[erlang-questions] matching binary against a file

Thomas Lindgren thomasl_erlang@REDACTED
Sat Jun 23 13:21:27 CEST 2007

--- Mike McNally <m5@REDACTED> wrote:

> > However, note that building ever-larger binaries
> in a
> > loop may be very expensive. An operation like
> > <<S/binary,C>> may mean copying S and C into a new
> > binary in each iteration (cost = size(S)+size(C)),
> > which turns the algorithm quadratic or worse as
> the
> > accumulated S grows with each iteration.
> Is it the case that the runtime creates new binaries
> (i.e., makes
> copies) in a loop that's iterating on fragments of
> an existing binary?
> In other words, if an iteration matches a portion of
> a binary
>    loop_fun(<<_:X, Remainder/binary>>) ->
>      %% ...
>      loop_fun(Remainder);
> Will that have to create a new binary?  I had
> assumed not, but I know
> very little about how the runtime actually works.

Basically, a binary is implemented as a couple of
pointers into a byte array.
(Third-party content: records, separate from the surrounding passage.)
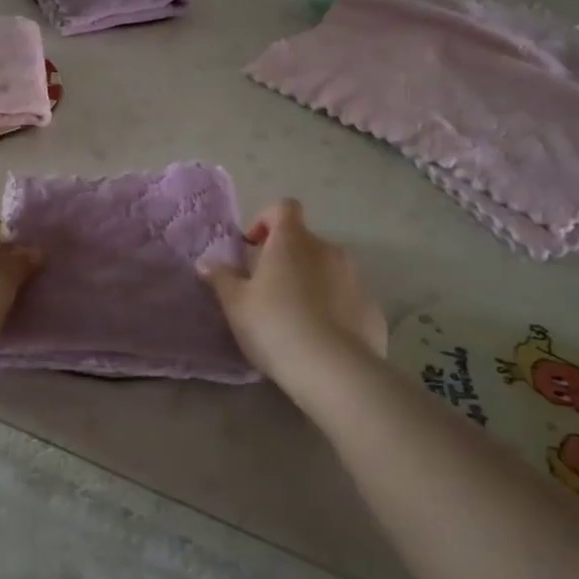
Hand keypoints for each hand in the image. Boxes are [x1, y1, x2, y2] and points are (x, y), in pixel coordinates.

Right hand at [199, 199, 385, 389]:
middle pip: (304, 241)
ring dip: (311, 281)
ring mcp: (355, 277)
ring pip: (328, 269)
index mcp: (293, 241)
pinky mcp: (372, 307)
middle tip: (268, 290)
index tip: (252, 247)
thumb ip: (221, 278)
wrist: (334, 371)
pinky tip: (321, 337)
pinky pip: (347, 297)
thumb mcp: (236, 304)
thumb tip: (206, 263)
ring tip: (295, 317)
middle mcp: (328, 249)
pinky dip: (334, 307)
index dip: (266, 220)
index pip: (284, 208)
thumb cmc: (275, 326)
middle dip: (287, 258)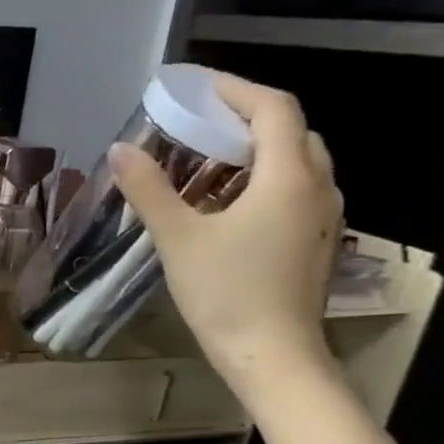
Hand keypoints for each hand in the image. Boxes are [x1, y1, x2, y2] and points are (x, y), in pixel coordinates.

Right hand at [109, 71, 343, 407]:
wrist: (273, 356)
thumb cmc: (227, 292)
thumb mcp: (178, 238)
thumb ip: (149, 189)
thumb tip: (120, 149)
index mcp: (289, 178)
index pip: (274, 108)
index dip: (236, 89)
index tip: (196, 87)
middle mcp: (318, 188)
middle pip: (291, 131)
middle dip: (245, 118)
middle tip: (197, 123)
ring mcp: (323, 217)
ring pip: (295, 162)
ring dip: (253, 150)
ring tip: (205, 159)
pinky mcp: (316, 241)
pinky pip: (293, 190)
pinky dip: (261, 179)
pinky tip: (224, 203)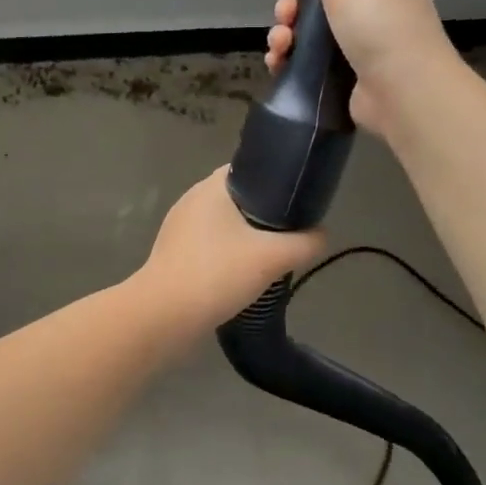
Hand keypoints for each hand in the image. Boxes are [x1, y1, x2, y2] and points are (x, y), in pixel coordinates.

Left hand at [132, 166, 324, 337]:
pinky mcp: (174, 254)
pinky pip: (210, 246)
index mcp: (211, 187)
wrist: (164, 315)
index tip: (299, 201)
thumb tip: (321, 234)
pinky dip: (228, 256)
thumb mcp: (273, 257)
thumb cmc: (217, 273)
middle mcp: (192, 200)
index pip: (249, 169)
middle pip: (239, 198)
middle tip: (291, 233)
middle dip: (265, 214)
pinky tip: (243, 276)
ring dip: (246, 238)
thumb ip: (305, 242)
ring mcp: (179, 227)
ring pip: (224, 225)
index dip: (276, 181)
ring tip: (271, 256)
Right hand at [265, 0, 461, 137]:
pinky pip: (311, 66)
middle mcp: (378, 12)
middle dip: (291, 10)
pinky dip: (290, 64)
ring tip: (279, 48)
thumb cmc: (381, 27)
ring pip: (311, 36)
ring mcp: (364, 49)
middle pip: (320, 3)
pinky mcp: (349, 80)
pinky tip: (278, 66)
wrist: (406, 94)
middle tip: (285, 20)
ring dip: (286, 37)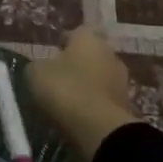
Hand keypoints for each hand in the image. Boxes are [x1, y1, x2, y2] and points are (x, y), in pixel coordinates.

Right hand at [26, 27, 137, 161]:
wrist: (100, 129)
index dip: (64, 42)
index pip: (77, 32)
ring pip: (100, 77)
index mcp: (89, 39)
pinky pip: (105, 99)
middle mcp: (110, 54)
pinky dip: (94, 103)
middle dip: (78, 63)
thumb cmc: (65, 89)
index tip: (53, 53)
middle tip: (59, 76)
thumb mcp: (36, 73)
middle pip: (92, 54)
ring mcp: (122, 81)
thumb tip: (40, 67)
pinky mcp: (126, 106)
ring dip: (88, 84)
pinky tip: (80, 114)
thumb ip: (37, 66)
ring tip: (68, 98)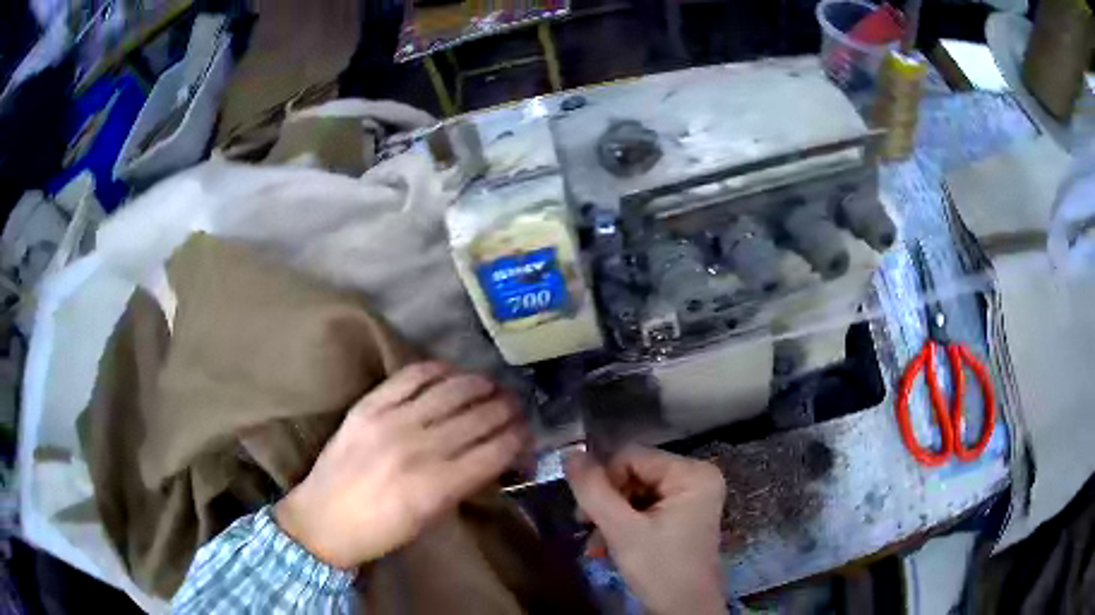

So extracting Remainder
will allocate a new box of pointers, but will not copy
the underlying byte array. (Since the binary is
immutable, the array can be safely shared.)

On the other hand, building a new binary <<A,B>> is
implemented by copying the underlying byte arrays. In
principle, it could be done with a different trade off
by adding a "tree binary", but in that case, indexing
into the binary gets messy ... Also, a "tree binary"
is easily emulated by hand. I assume the current
approach was the one that's worked out best.

I should note that the runtime system does a number of
heuristic optimizations with binaries under the hood,
which have changed with new releases, so the exact
behaviour is not specified. And shouldn't be. But this
gives you a rough idea at least.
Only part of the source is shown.